____ RECORD SET

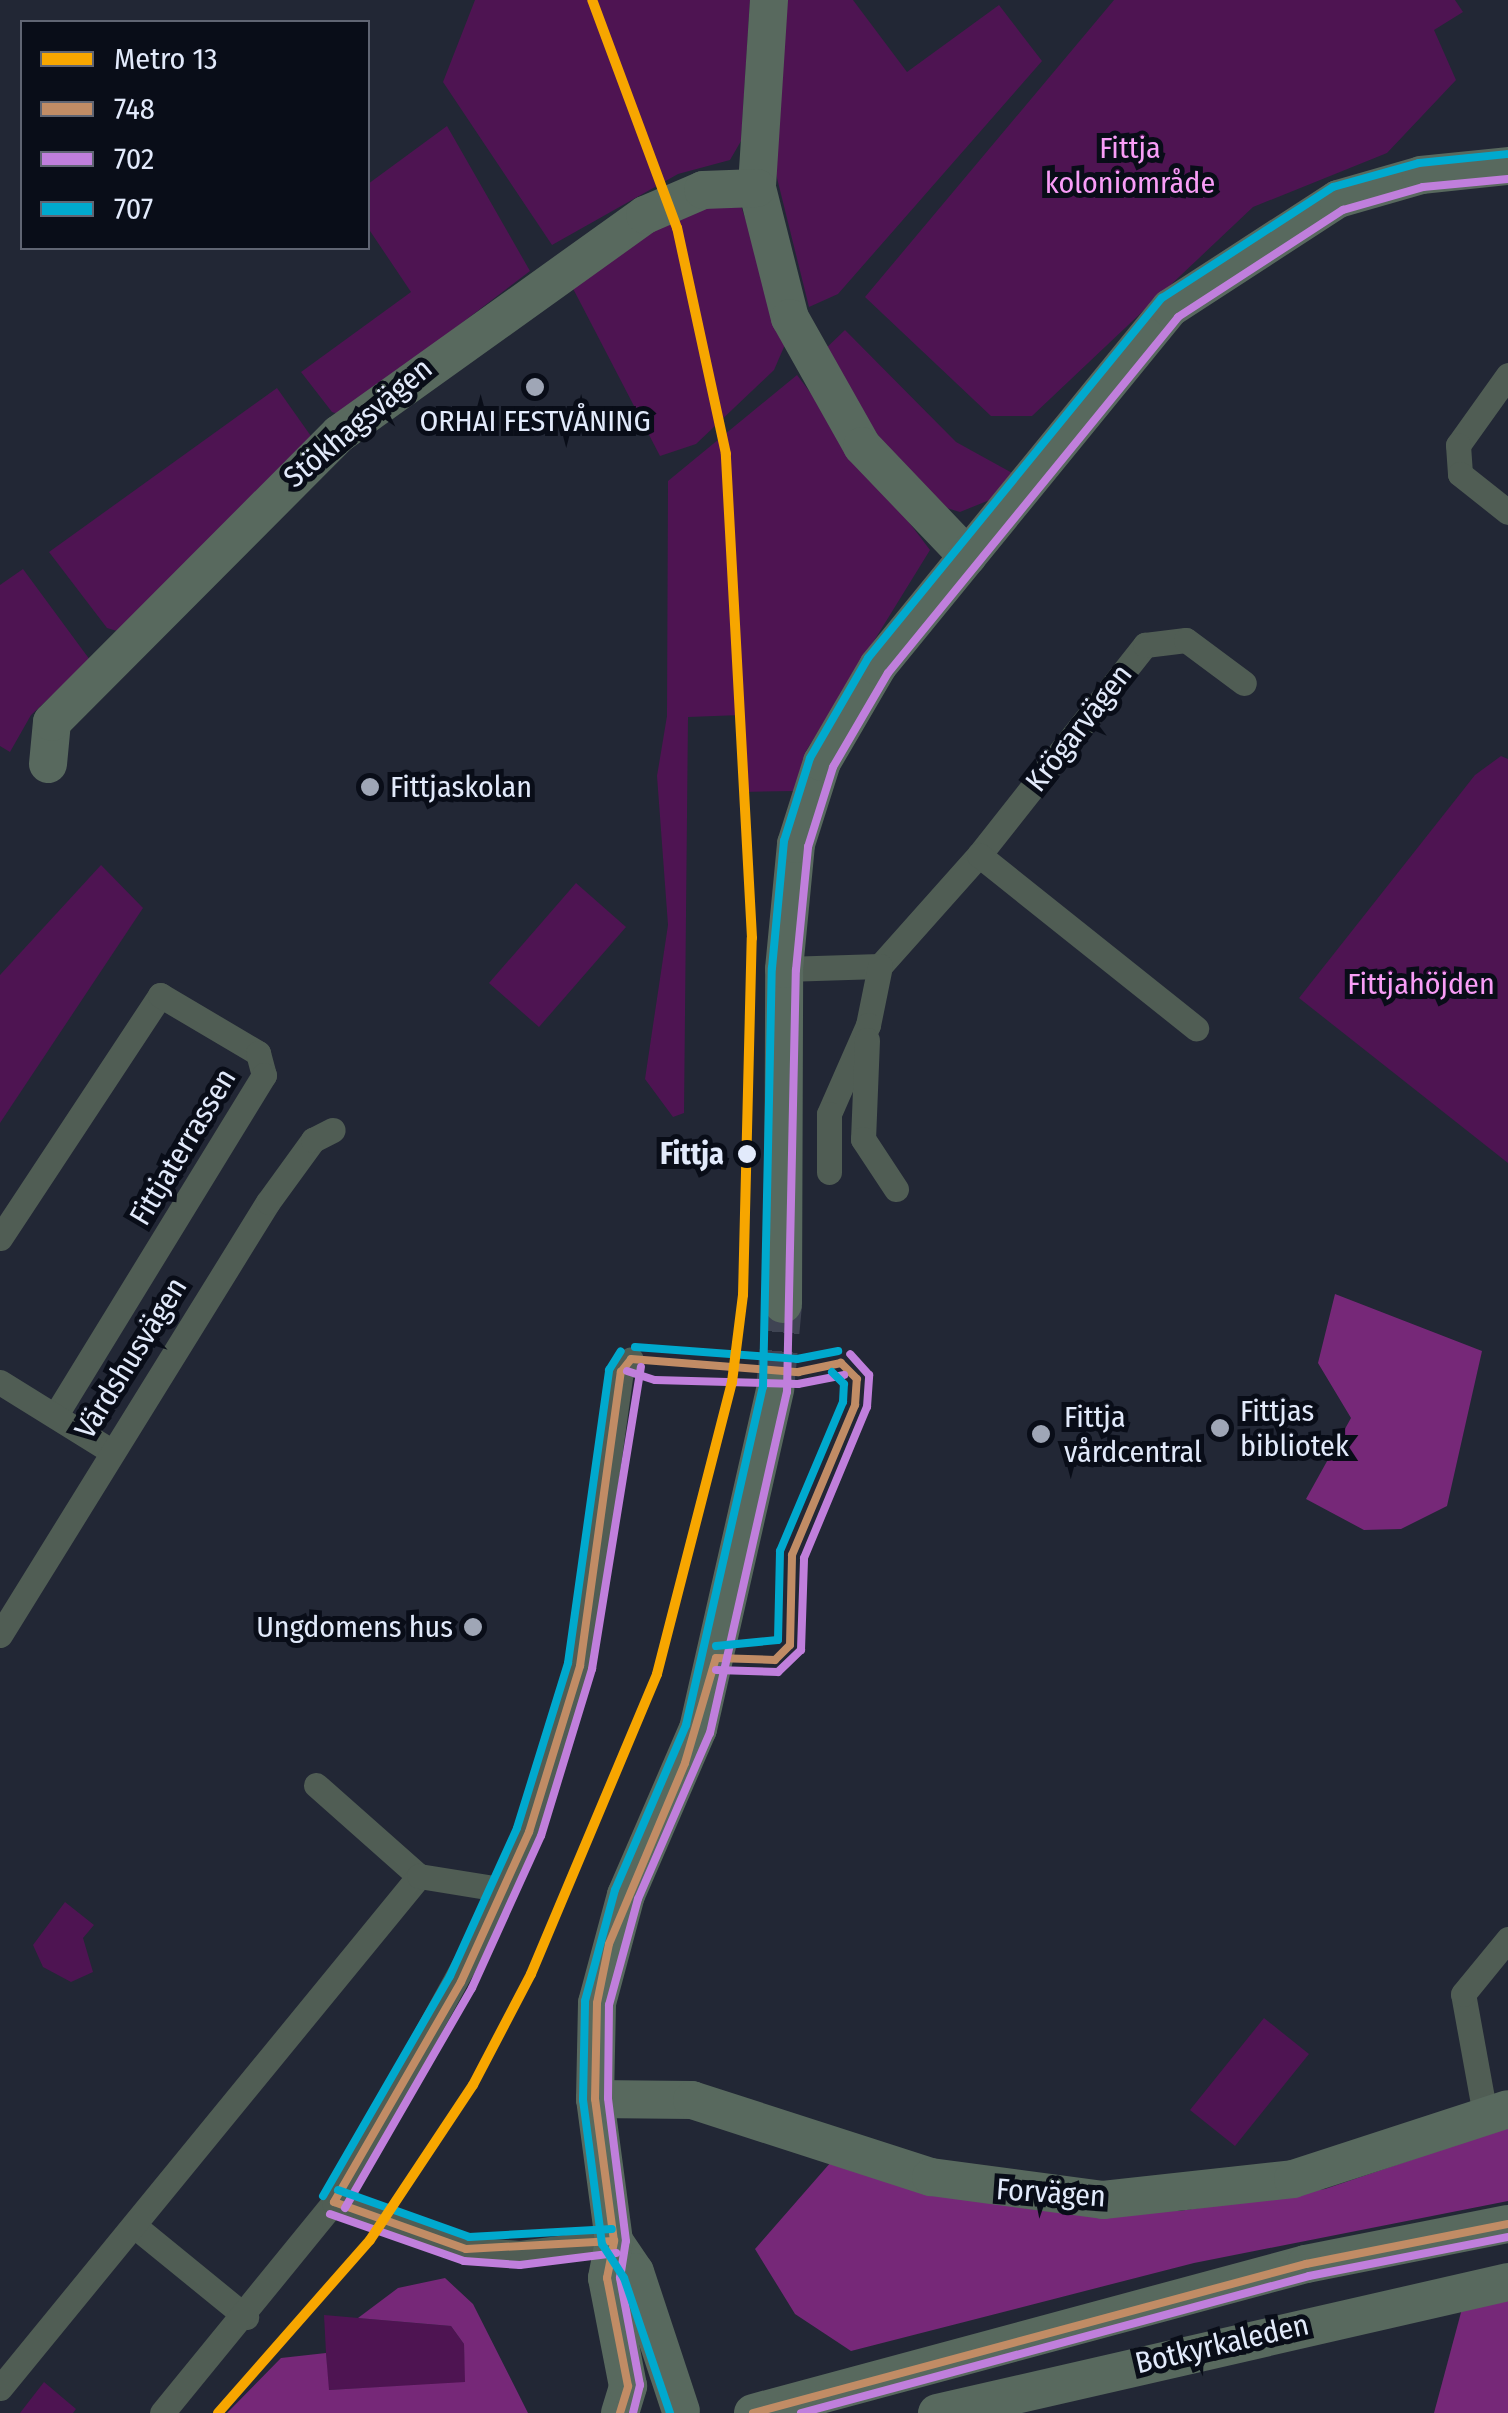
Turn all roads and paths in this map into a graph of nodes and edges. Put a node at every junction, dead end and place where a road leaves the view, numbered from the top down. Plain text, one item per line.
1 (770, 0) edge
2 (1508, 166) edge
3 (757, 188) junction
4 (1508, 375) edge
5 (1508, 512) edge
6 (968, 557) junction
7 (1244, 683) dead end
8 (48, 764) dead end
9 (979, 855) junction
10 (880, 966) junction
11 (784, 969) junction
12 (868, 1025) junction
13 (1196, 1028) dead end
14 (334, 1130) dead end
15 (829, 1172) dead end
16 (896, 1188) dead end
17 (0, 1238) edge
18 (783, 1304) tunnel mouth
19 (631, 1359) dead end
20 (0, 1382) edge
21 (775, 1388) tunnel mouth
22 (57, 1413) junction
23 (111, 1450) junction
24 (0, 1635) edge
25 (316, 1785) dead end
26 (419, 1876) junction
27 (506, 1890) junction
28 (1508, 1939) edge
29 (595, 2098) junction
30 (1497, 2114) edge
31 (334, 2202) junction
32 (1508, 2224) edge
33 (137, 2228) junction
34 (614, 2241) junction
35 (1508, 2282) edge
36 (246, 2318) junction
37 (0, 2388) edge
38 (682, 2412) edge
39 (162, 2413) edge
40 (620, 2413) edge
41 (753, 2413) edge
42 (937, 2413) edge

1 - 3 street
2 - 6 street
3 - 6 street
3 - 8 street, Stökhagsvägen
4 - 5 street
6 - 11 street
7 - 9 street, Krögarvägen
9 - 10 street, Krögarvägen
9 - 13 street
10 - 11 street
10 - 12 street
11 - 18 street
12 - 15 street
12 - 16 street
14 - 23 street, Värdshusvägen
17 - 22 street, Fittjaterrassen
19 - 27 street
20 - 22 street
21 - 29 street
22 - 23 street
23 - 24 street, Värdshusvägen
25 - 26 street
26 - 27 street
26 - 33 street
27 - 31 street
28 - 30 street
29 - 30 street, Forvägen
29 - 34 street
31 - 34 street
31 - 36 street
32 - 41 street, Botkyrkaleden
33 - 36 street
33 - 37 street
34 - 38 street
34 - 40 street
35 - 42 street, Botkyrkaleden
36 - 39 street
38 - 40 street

________

| REQUIRED WORK |
Which lines of the records above hold the word "Värdshusvägen"? Copy each of them.

| TASK RESULT |
14 - 23 street, Värdshusvägen
23 - 24 street, Värdshusvägen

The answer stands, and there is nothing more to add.